This question is an example of an important general problem in chemical biology: “How does an ordered system arise without violating the second law of thermodynamics?” Berg et al., Biochemistry, addresses this in the following manner:
The Second Law of Thermodynamics states that the total entropy of a system and its surroundings always increases for a spontaneous process. At first glance, this law appears to contradict much common experience, particularly about biological systems. Many biological processes, such as the generation of a well-defined structure such as a leaf from carbon dioxide gas and other nutrients, clearly increase the level of order and hence decrease entropy. Entropy may be decreased locally in the formation of such ordered structures only if the entropy of other parts of the universe is increased by an equal or greater amount.
Your question is about the spontaneous folding of proteins. You ask:
In this context the meaning of conformational entropy is that the higher the stability of the proteïn is the lower the conformational entropy is (I think).
Why does the surrounding entropy increases because of the burial of
hydrophobic residues?
Comments on your interpretation: Do not use the term ‘stability’ in this context. It is not a thermodynamic term and its meaning is imprecise. If we think of entropy as the degree of disorder or randomness, then we can see that Conformational entropy is used by the authors to mean the entropy of the protein as a random coil which can adopt many different structures. This has clearly a greater entropy than the folded protein with (to an approximation) a single structure. The adoption of the folded structure is thermodynamically favoured because it represents a state of lower energy (specifically Gibbs Free Energy) compared with the random coil structures, but entails a loss of entropy.
My answer: The surrounding entropy increases for the following reason. The surrounding entropy is that of the water molecules vibrating and interacting with other water molecules by means of the δ+ and δ– charges on H and O, respectively. In a system containing a protein with a random coil, the movement of these molecules is restricted by the hydrophobic side-chains they encounter, hence limiting the entropy, as it were. When the protein folds into a globule with polar residues on its surface, the vibrating water molecules are less restricted in their movement and hence have a higher entropy.
Further you ask:
Why does the burial of those hydrophobic residus couterbalances the large loss of conformational entropy?

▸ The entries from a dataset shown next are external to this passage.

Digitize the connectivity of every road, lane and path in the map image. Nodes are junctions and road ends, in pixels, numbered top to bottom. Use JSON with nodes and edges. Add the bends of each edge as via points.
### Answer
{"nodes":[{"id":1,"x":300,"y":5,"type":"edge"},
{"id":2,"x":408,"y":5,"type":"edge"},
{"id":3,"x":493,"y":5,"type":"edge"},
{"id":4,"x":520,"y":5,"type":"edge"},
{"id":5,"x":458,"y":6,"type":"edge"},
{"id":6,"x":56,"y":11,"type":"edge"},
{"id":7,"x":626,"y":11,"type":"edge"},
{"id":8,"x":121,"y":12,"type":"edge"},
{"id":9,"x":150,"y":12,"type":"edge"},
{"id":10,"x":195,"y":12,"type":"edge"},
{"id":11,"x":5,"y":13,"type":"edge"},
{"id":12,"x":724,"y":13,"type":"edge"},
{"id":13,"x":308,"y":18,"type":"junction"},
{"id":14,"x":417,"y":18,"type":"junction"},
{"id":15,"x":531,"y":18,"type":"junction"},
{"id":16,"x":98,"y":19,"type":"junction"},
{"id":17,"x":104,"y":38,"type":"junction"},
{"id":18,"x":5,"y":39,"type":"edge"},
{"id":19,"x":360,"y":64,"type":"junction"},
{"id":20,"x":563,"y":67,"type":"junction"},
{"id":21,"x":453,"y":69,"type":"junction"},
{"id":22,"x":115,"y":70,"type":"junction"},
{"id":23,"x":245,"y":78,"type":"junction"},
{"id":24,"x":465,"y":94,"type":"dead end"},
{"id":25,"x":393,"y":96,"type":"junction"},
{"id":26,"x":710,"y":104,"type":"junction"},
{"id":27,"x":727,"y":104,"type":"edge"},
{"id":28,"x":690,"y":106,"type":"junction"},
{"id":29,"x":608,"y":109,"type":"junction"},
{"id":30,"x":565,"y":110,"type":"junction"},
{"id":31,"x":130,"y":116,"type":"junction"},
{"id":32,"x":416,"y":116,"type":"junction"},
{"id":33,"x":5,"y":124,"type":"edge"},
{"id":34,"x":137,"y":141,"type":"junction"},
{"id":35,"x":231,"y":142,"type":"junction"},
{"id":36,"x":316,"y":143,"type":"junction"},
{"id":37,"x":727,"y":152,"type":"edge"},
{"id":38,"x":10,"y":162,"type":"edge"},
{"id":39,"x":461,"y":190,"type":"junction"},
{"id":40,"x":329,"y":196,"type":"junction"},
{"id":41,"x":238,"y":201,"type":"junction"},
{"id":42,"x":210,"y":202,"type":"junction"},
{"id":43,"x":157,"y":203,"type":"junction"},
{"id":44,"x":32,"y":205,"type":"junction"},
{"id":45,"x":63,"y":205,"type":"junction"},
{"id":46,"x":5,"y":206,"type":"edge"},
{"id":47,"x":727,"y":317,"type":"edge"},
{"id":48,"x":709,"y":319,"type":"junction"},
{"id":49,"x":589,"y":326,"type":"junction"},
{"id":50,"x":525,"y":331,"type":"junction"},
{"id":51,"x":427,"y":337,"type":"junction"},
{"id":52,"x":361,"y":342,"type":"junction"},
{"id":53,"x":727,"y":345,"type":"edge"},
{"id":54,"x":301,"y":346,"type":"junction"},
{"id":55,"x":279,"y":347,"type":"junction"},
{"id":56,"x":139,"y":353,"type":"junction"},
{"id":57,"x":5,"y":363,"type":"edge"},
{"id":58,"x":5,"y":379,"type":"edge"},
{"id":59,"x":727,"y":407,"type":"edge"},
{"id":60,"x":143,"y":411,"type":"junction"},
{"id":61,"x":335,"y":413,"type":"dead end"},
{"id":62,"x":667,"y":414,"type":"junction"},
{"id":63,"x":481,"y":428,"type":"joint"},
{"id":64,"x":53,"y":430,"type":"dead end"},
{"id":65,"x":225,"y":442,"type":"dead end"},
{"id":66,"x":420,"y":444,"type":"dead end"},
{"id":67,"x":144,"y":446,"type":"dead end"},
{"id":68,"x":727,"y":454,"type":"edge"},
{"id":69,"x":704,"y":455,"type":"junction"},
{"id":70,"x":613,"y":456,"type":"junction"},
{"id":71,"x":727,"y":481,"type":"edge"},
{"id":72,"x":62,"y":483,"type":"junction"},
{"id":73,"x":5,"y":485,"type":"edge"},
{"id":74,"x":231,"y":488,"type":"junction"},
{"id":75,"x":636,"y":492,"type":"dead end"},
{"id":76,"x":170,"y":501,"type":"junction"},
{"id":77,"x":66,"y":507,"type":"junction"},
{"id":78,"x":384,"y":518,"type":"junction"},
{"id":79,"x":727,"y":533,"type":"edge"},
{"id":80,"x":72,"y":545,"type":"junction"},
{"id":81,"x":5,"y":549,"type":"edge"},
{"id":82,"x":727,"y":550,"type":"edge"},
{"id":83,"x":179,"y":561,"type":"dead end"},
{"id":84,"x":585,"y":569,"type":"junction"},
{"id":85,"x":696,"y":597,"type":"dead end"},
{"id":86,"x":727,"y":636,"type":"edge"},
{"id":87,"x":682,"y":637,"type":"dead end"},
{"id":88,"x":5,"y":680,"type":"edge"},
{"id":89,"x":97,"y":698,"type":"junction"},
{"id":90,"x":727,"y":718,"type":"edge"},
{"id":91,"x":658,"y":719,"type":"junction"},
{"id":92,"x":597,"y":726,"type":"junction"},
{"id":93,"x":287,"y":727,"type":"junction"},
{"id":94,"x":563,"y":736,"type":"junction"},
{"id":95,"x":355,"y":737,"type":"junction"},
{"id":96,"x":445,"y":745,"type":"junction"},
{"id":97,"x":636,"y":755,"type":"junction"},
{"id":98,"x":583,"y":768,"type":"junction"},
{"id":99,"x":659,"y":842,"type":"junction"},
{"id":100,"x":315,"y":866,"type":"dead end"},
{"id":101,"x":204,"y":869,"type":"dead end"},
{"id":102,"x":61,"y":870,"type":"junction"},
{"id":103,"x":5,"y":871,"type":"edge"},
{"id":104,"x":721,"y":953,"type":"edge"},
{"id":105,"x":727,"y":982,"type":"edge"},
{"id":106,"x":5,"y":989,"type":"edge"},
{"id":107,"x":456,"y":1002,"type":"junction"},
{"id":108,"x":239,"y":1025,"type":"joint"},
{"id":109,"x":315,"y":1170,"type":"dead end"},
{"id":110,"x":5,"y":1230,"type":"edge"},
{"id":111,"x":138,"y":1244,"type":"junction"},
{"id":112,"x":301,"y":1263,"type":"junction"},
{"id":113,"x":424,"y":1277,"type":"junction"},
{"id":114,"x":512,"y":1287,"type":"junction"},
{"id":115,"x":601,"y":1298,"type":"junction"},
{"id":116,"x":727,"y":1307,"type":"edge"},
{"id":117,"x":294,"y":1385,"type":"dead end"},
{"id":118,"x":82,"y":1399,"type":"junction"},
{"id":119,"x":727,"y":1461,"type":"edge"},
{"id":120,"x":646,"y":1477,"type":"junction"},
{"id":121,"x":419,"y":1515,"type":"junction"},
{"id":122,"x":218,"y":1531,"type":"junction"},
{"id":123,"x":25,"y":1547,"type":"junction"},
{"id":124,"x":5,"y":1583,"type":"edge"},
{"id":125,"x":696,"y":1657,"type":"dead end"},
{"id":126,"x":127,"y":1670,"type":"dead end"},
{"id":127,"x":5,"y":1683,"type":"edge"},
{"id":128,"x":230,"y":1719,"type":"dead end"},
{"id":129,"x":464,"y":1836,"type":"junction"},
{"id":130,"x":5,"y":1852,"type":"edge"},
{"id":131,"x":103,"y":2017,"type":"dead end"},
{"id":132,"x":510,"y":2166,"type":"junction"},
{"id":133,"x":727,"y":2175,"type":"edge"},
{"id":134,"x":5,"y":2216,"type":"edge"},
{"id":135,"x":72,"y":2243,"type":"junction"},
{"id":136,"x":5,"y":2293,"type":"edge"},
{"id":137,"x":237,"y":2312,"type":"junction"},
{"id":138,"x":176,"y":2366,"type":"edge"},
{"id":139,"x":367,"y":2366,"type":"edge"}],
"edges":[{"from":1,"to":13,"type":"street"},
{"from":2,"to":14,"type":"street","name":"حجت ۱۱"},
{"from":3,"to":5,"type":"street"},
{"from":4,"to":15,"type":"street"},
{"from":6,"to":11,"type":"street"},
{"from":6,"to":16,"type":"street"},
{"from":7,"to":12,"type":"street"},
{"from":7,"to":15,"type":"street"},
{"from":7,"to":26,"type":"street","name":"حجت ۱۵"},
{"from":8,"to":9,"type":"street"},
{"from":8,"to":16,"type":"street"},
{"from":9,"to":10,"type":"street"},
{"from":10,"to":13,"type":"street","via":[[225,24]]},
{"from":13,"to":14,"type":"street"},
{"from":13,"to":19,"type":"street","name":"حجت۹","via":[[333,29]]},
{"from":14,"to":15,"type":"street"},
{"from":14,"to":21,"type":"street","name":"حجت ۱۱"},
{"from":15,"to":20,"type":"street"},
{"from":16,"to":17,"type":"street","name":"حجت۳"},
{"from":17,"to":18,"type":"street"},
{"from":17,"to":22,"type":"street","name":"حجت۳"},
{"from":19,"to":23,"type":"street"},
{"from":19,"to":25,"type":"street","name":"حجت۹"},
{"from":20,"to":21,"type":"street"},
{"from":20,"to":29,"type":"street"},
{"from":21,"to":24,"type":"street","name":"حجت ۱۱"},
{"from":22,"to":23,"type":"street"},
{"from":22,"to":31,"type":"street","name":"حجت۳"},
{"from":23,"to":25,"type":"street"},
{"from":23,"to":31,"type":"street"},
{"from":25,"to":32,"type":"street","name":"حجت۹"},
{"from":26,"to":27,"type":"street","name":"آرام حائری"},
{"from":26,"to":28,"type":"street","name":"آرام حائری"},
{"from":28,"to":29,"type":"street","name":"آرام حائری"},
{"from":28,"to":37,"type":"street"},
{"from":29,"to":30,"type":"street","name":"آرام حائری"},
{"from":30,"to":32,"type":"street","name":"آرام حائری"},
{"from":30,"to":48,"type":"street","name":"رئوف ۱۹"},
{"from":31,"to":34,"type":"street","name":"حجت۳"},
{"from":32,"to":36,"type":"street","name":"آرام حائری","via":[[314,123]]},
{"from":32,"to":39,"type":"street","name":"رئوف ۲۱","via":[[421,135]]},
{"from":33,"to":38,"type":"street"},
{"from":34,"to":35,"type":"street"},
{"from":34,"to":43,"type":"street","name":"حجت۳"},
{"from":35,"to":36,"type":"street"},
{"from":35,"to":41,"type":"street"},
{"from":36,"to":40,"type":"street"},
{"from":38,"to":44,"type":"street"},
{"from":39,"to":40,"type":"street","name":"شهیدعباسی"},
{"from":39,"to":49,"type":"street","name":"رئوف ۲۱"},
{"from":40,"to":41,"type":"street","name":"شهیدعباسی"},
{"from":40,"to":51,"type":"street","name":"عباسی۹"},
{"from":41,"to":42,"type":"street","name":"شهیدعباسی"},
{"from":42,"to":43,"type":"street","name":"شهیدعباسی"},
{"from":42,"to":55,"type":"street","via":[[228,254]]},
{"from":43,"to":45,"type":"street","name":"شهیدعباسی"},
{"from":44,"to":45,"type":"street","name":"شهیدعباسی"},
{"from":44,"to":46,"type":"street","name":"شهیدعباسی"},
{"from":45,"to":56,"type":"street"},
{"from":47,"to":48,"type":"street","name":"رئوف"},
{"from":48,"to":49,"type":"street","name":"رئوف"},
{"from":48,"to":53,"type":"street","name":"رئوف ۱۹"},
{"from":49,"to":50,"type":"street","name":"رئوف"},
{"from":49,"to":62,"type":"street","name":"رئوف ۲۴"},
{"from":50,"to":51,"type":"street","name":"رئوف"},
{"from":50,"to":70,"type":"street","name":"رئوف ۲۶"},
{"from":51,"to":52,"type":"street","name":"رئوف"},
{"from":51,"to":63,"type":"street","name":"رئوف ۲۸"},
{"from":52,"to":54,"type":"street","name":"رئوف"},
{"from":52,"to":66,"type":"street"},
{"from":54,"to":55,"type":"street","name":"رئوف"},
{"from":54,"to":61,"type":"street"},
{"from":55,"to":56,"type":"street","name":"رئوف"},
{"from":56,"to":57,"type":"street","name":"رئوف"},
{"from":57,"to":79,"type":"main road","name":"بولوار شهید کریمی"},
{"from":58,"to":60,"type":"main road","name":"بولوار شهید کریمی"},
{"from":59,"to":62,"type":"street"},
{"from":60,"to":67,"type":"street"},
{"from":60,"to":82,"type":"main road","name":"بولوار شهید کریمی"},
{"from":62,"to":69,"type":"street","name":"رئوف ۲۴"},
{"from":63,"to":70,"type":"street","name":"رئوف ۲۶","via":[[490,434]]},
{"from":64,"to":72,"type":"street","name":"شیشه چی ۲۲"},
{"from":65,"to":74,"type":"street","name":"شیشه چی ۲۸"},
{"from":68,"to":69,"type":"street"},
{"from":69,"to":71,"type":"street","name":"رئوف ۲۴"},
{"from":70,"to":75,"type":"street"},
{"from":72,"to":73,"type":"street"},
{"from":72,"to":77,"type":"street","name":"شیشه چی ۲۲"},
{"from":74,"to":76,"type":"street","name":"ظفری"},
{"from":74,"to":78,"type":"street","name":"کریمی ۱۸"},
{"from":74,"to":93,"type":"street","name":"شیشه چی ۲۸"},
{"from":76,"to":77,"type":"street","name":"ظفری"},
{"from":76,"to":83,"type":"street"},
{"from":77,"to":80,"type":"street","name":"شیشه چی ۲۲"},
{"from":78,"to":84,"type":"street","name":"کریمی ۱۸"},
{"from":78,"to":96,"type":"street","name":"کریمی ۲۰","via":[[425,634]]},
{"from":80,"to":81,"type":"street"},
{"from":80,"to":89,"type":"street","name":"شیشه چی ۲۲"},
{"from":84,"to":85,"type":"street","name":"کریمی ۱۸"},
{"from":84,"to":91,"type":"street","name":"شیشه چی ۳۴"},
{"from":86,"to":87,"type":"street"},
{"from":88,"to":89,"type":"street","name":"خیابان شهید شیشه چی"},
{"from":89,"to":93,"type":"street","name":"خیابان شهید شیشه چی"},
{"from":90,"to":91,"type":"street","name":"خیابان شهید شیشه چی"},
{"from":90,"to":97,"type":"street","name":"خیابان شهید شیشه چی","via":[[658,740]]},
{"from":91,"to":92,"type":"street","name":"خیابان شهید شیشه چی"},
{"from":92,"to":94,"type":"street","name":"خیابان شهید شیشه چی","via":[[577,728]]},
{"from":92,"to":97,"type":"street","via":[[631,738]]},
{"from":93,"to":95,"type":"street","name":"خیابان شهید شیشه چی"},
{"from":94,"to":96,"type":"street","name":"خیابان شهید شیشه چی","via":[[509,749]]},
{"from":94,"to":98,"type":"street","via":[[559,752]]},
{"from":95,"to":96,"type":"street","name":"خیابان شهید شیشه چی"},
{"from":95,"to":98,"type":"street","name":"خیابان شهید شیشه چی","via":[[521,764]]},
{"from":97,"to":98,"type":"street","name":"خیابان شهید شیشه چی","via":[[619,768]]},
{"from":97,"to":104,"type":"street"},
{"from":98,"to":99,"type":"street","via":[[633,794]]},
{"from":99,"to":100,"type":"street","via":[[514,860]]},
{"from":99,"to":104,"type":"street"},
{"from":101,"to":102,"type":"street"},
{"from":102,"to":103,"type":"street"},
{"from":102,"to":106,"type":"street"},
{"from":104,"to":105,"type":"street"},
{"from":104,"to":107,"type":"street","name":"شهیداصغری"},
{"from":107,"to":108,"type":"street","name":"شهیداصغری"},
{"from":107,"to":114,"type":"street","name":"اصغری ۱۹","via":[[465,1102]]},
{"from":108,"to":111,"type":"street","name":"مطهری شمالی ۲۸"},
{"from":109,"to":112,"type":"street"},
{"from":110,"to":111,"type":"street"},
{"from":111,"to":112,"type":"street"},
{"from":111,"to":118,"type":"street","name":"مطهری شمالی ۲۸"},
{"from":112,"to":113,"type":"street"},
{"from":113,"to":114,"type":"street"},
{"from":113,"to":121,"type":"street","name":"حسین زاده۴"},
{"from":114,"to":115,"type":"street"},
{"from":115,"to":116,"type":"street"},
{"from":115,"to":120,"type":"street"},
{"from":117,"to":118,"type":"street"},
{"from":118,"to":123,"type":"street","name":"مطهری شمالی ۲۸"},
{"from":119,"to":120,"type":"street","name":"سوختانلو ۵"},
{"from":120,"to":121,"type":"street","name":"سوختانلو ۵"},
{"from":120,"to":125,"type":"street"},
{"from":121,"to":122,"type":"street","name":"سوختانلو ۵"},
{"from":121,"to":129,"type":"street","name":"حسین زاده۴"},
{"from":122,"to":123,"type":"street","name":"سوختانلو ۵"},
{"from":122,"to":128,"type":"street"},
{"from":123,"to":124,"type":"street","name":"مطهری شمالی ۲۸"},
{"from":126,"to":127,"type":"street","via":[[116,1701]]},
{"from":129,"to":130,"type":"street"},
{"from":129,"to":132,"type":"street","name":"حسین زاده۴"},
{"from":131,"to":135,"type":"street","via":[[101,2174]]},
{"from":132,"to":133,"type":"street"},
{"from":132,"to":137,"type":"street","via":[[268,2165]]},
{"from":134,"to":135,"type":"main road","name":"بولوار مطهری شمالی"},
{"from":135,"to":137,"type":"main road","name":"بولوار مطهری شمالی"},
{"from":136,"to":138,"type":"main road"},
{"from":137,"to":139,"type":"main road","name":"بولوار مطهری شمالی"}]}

I think maybe because the unfolded protein has more conformation then
the protein when it's folded because of the hydorphobic core, it
lowers the possible conformation because the hydrophobic interaction
restrict the possiblities. Am I right?
My Answer: I have explained that in general terms above, in response to your first question. If you want a quantitative, mathematical justification you’ll be pushed to find one. Assuming that there are no other factors involved, we assume that it must be so because of the second law.
Comments on Your Answer: I don’t understand what you mean by “it lowers the possible conformation”. You can decrease the number of possible conformations — you cannot "lower possible conformation”. I assume English is your first language. You must try to use it more precisely if you are going to write about science (as well as checking your spelling, grammar and capitalization). If I were marking this paragraph as an exam answer I would put a line through it as unintelligible. The key thing is that you are comparing a single conformation of the lowest energy involving specific weak interactions and a polar surface, with a number of conformations which expose hydrophobic residues and restrict the free vibrations of the water molecules.
Further Clarification
The diagram below illustrates the problem:
The protein is changing from a disordered to an ordered state so, its entropy is decreasing:
ΔSprotein = x , where x < 0
Whereas the water is changing from a more ordered to a less ordered state, so its entropy is increasing:
ΔSwater = y , where y > 0
and
ΔStotal = ΔSprotein + ΔSwater = x + y
If ΔSprotein + ΔSwater = 0 (x + y = 0), we would say that the increase in entropy of the water counterbalances the increase in entropy of the protein. For the folding to occur spontaneously, the total entropy must increase (ΔStotal > 0 , i.e. x + y > 0) and we would change the previous statement to “more than counterbalances”.